======== Records provided

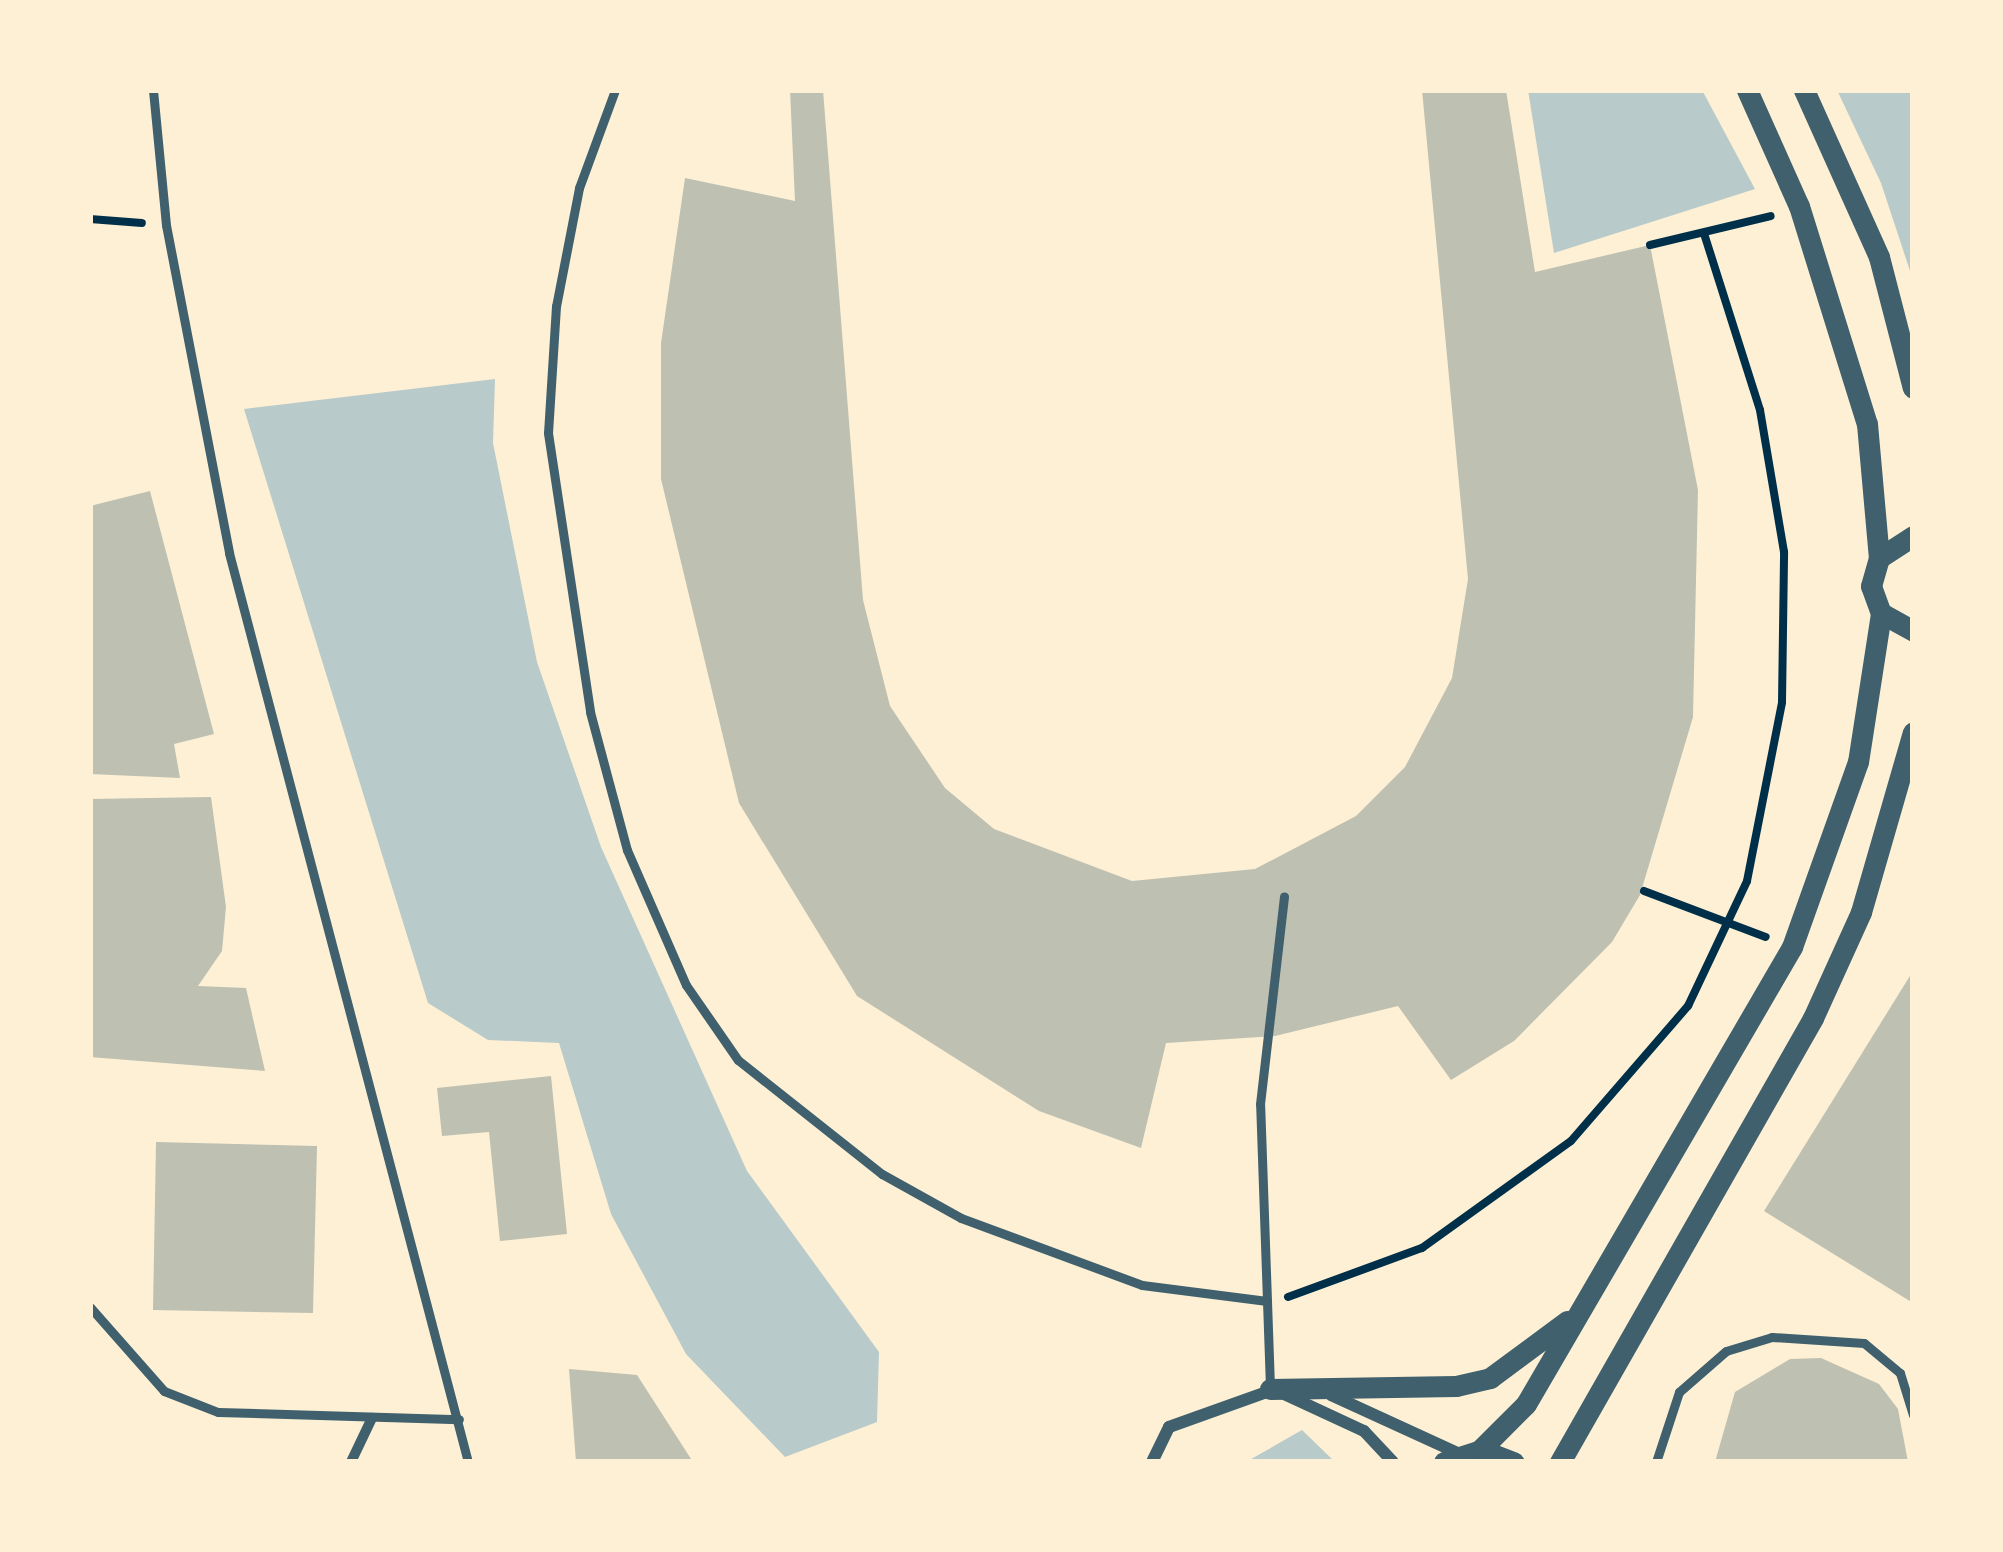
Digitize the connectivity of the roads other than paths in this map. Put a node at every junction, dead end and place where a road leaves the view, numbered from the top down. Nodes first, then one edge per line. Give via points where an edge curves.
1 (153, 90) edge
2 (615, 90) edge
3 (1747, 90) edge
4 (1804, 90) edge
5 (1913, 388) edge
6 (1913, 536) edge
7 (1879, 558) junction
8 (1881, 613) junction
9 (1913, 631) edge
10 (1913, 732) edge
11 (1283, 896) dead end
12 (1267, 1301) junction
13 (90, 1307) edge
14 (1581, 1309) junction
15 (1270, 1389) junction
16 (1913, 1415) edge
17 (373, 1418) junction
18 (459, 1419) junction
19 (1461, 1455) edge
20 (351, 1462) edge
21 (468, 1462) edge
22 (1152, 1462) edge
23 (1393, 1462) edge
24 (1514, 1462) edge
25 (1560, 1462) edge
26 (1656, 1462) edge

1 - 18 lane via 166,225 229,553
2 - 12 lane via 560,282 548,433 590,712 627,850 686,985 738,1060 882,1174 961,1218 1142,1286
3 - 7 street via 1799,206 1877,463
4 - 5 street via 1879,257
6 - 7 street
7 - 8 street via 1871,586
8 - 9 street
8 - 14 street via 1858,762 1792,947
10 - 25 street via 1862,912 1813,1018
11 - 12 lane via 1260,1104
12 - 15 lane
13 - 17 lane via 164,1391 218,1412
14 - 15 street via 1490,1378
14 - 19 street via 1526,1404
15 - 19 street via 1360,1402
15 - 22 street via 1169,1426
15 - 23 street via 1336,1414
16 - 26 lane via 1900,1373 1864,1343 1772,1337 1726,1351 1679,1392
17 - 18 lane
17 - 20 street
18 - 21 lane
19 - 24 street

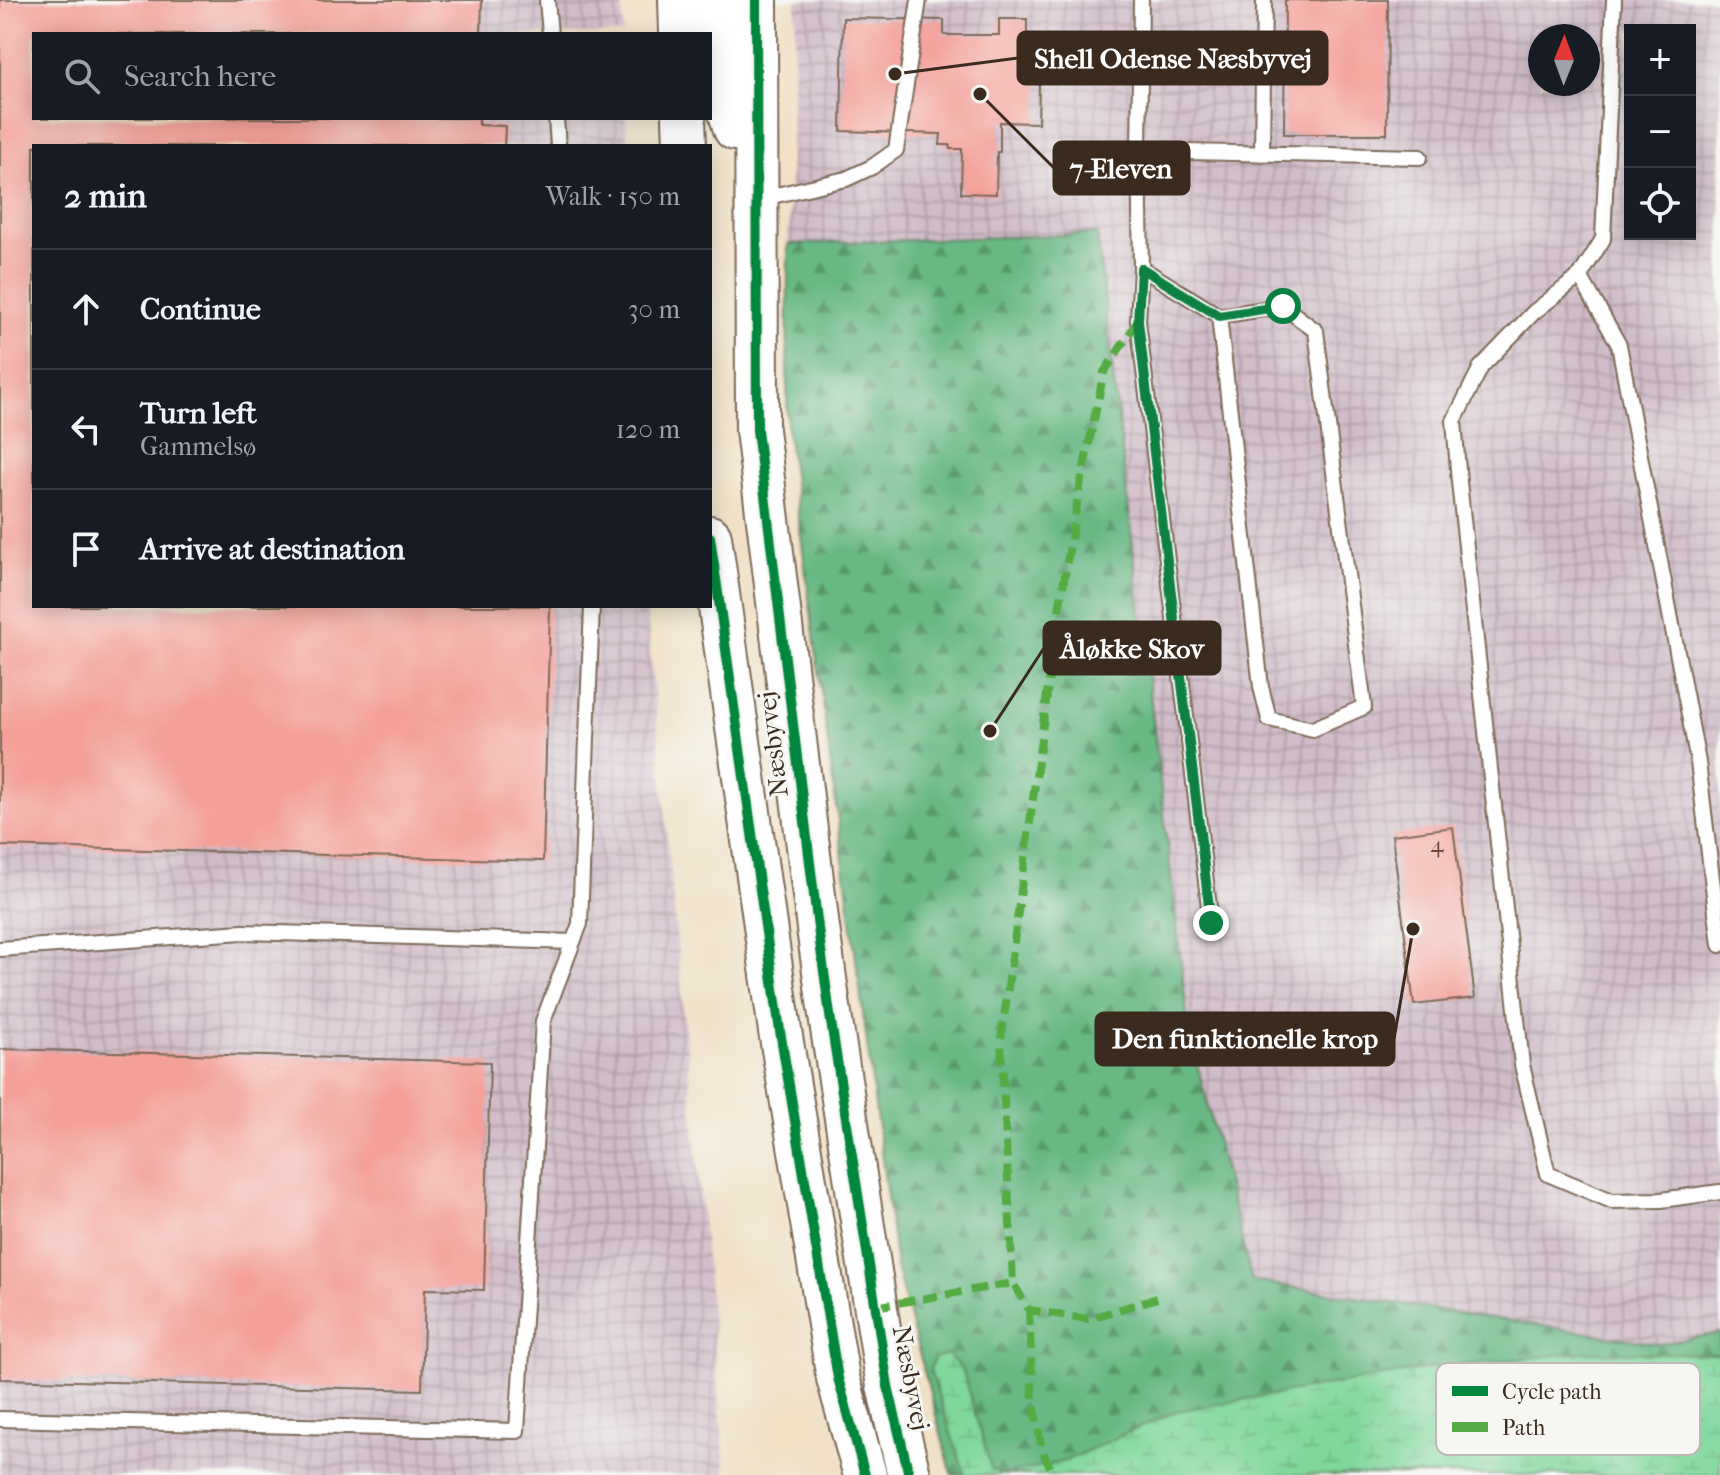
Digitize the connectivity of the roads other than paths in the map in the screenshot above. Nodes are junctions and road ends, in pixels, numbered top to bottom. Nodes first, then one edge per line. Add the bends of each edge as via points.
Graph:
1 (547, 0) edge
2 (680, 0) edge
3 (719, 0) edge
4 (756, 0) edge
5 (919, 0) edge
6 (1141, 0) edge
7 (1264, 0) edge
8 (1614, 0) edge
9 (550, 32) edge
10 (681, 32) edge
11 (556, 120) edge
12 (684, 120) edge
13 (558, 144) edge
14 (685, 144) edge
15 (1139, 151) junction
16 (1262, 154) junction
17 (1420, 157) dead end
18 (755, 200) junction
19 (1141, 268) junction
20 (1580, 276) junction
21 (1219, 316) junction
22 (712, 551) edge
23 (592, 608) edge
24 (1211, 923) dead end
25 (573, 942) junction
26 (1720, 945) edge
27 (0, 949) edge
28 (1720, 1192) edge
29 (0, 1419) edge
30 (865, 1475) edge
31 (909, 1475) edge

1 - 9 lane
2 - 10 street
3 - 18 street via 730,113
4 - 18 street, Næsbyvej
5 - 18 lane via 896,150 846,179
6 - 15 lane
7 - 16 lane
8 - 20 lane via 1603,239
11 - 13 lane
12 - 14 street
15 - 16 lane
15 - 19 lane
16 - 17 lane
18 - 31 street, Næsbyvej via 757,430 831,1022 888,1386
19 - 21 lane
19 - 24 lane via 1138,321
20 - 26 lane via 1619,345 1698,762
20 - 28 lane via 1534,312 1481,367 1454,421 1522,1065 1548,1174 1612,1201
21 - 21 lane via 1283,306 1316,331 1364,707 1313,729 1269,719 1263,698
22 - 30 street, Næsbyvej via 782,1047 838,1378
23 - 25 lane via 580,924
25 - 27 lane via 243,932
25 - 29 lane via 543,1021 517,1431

================

* _Task goal_:
Copy the entries exactly. Leave out the images.

* _Reply to the exercise_:
Digitize the connectivity of the roads other than paths in this map. Put a node at every junction, dead end and place where a road leaves the view, numbered from the top down. Nodes first, then one edge per line. Give via points where an edge curves.
1 (153, 90) edge
2 (615, 90) edge
3 (1747, 90) edge
4 (1804, 90) edge
5 (1913, 388) edge
6 (1913, 536) edge
7 (1879, 558) junction
8 (1881, 613) junction
9 (1913, 631) edge
10 (1913, 732) edge
11 (1283, 896) dead end
12 (1267, 1301) junction
13 (90, 1307) edge
14 (1581, 1309) junction
15 (1270, 1389) junction
16 (1913, 1415) edge
17 (373, 1418) junction
18 (459, 1419) junction
19 (1461, 1455) edge
20 (351, 1462) edge
21 (468, 1462) edge
22 (1152, 1462) edge
23 (1393, 1462) edge
24 (1514, 1462) edge
25 (1560, 1462) edge
26 (1656, 1462) edge

1 - 18 lane via 166,225 229,553
2 - 12 lane via 560,282 548,433 590,712 627,850 686,985 738,1060 882,1174 961,1218 1142,1286
3 - 7 street via 1799,206 1877,463
4 - 5 street via 1879,257
6 - 7 street
7 - 8 street via 1871,586
8 - 9 street
8 - 14 street via 1858,762 1792,947
10 - 25 street via 1862,912 1813,1018
11 - 12 lane via 1260,1104
12 - 15 lane
13 - 17 lane via 164,1391 218,1412
14 - 15 street via 1490,1378
14 - 19 street via 1526,1404
15 - 19 street via 1360,1402
15 - 22 street via 1169,1426
15 - 23 street via 1336,1414
16 - 26 lane via 1900,1373 1864,1343 1772,1337 1726,1351 1679,1392
17 - 18 lane
17 - 20 street
18 - 21 lane
19 - 24 street

Digitize the connectivity of the roads other than paths in the map in the screenshot above. Nodes are junctions and road ends, in pixels, numbered top to bottom. Nodes first, then one edge per line. Add the bends of each edge as via points.
Graph:
1 (547, 0) edge
2 (680, 0) edge
3 (719, 0) edge
4 (756, 0) edge
5 (919, 0) edge
6 (1141, 0) edge
7 (1264, 0) edge
8 (1614, 0) edge
9 (550, 32) edge
10 (681, 32) edge
11 (556, 120) edge
12 (684, 120) edge
13 (558, 144) edge
14 (685, 144) edge
15 (1139, 151) junction
16 (1262, 154) junction
17 (1420, 157) dead end
18 (755, 200) junction
19 (1141, 268) junction
20 (1580, 276) junction
21 (1219, 316) junction
22 (712, 551) edge
23 (592, 608) edge
24 (1211, 923) dead end
25 (573, 942) junction
26 (1720, 945) edge
27 (0, 949) edge
28 (1720, 1192) edge
29 (0, 1419) edge
30 (865, 1475) edge
31 (909, 1475) edge

1 - 9 lane
2 - 10 street
3 - 18 street via 730,113
4 - 18 street, Næsbyvej
5 - 18 lane via 896,150 846,179
6 - 15 lane
7 - 16 lane
8 - 20 lane via 1603,239
11 - 13 lane
12 - 14 street
15 - 16 lane
15 - 19 lane
16 - 17 lane
18 - 31 street, Næsbyvej via 757,430 831,1022 888,1386
19 - 21 lane
19 - 24 lane via 1138,321
20 - 26 lane via 1619,345 1698,762
20 - 28 lane via 1534,312 1481,367 1454,421 1522,1065 1548,1174 1612,1201
21 - 21 lane via 1283,306 1316,331 1364,707 1313,729 1269,719 1263,698
22 - 30 street, Næsbyvej via 782,1047 838,1378
23 - 25 lane via 580,924
25 - 27 lane via 243,932
25 - 29 lane via 543,1021 517,1431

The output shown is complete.